* Task goal *
The reply should be the records repeated exactly, without any images.

Data records
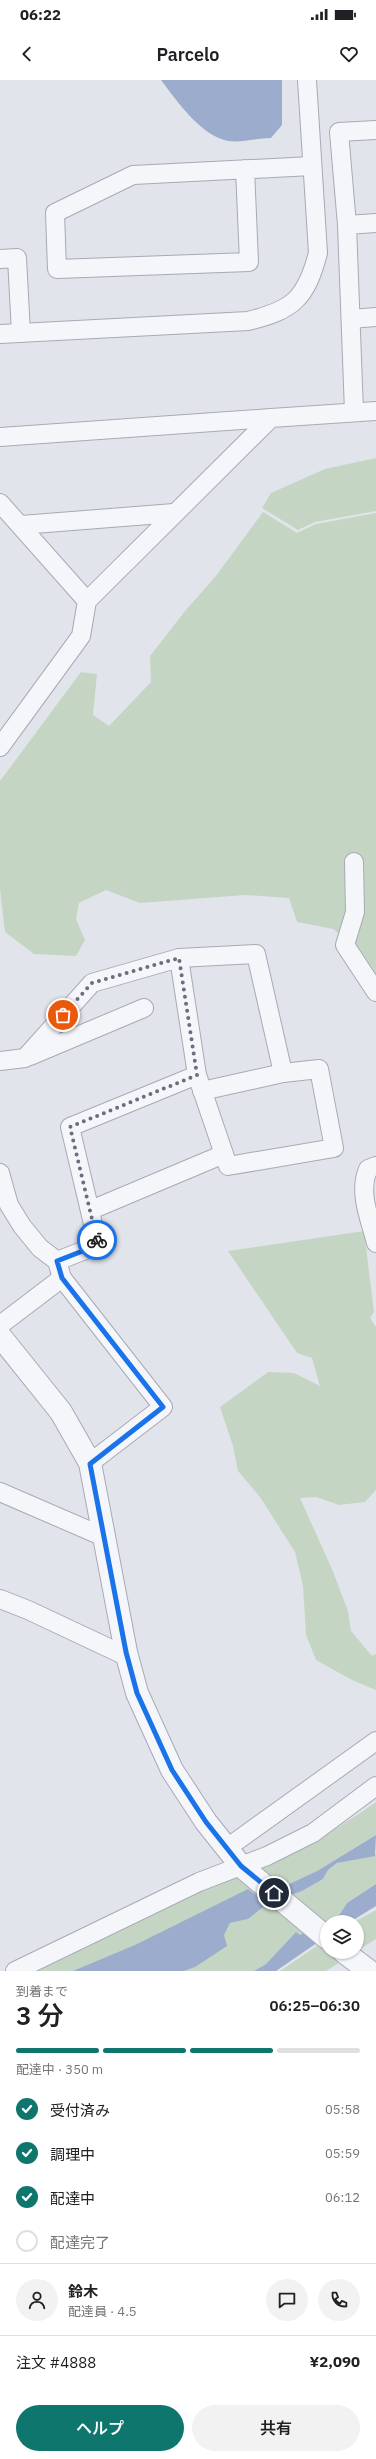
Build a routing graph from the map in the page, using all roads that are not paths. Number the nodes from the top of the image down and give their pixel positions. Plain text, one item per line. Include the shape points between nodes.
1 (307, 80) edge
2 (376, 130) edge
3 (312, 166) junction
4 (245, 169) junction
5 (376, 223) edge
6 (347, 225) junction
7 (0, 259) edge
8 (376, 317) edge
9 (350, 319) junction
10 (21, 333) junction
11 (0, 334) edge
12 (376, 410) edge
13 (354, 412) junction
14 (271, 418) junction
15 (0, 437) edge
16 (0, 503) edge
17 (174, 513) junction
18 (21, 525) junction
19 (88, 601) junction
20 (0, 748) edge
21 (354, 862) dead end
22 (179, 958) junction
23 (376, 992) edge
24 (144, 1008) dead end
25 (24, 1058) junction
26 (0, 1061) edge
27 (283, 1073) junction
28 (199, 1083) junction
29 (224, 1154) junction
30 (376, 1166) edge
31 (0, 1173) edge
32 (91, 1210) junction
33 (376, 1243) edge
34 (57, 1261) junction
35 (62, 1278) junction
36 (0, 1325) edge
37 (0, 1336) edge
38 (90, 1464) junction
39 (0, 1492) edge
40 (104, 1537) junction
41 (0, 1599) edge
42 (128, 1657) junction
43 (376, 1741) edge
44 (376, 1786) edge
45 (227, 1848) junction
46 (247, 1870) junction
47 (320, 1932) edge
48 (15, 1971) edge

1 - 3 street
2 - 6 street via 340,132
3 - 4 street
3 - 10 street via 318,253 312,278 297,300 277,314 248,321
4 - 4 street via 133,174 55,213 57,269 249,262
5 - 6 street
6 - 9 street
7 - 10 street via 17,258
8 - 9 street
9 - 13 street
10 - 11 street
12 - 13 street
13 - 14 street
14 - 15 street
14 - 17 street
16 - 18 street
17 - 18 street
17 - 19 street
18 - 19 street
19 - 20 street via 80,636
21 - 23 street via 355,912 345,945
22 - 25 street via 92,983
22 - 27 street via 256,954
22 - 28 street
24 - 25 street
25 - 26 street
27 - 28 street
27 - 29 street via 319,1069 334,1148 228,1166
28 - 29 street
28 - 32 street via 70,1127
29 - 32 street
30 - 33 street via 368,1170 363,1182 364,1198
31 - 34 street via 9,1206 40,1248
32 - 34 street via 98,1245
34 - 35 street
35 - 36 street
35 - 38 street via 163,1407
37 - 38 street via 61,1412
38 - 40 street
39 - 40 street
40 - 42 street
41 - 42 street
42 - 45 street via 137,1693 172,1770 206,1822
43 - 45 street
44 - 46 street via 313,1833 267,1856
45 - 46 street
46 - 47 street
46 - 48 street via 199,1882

* Answer section *
Build a routing graph from the map in the page, using all roads that are not paths. Number the nodes from the top of the image down and give their pixel positions. Plain text, one item per line. Include the shape points between nodes.
1 (307, 80) edge
2 (376, 130) edge
3 (312, 166) junction
4 (245, 169) junction
5 (376, 223) edge
6 (347, 225) junction
7 (0, 259) edge
8 (376, 317) edge
9 (350, 319) junction
10 (21, 333) junction
11 (0, 334) edge
12 (376, 410) edge
13 (354, 412) junction
14 (271, 418) junction
15 (0, 437) edge
16 (0, 503) edge
17 (174, 513) junction
18 (21, 525) junction
19 (88, 601) junction
20 (0, 748) edge
21 (354, 862) dead end
22 (179, 958) junction
23 (376, 992) edge
24 (144, 1008) dead end
25 (24, 1058) junction
26 (0, 1061) edge
27 (283, 1073) junction
28 (199, 1083) junction
29 (224, 1154) junction
30 (376, 1166) edge
31 (0, 1173) edge
32 (91, 1210) junction
33 (376, 1243) edge
34 (57, 1261) junction
35 (62, 1278) junction
36 (0, 1325) edge
37 (0, 1336) edge
38 (90, 1464) junction
39 (0, 1492) edge
40 (104, 1537) junction
41 (0, 1599) edge
42 (128, 1657) junction
43 (376, 1741) edge
44 (376, 1786) edge
45 (227, 1848) junction
46 (247, 1870) junction
47 (320, 1932) edge
48 (15, 1971) edge

1 - 3 street
2 - 6 street via 340,132
3 - 4 street
3 - 10 street via 318,253 312,278 297,300 277,314 248,321
4 - 4 street via 133,174 55,213 57,269 249,262
5 - 6 street
6 - 9 street
7 - 10 street via 17,258
8 - 9 street
9 - 13 street
10 - 11 street
12 - 13 street
13 - 14 street
14 - 15 street
14 - 17 street
16 - 18 street
17 - 18 street
17 - 19 street
18 - 19 street
19 - 20 street via 80,636
21 - 23 street via 355,912 345,945
22 - 25 street via 92,983
22 - 27 street via 256,954
22 - 28 street
24 - 25 street
25 - 26 street
27 - 28 street
27 - 29 street via 319,1069 334,1148 228,1166
28 - 29 street
28 - 32 street via 70,1127
29 - 32 street
30 - 33 street via 368,1170 363,1182 364,1198
31 - 34 street via 9,1206 40,1248
32 - 34 street via 98,1245
34 - 35 street
35 - 36 street
35 - 38 street via 163,1407
37 - 38 street via 61,1412
38 - 40 street
39 - 40 street
40 - 42 street
41 - 42 street
42 - 45 street via 137,1693 172,1770 206,1822
43 - 45 street
44 - 46 street via 313,1833 267,1856
45 - 46 street
46 - 47 street
46 - 48 street via 199,1882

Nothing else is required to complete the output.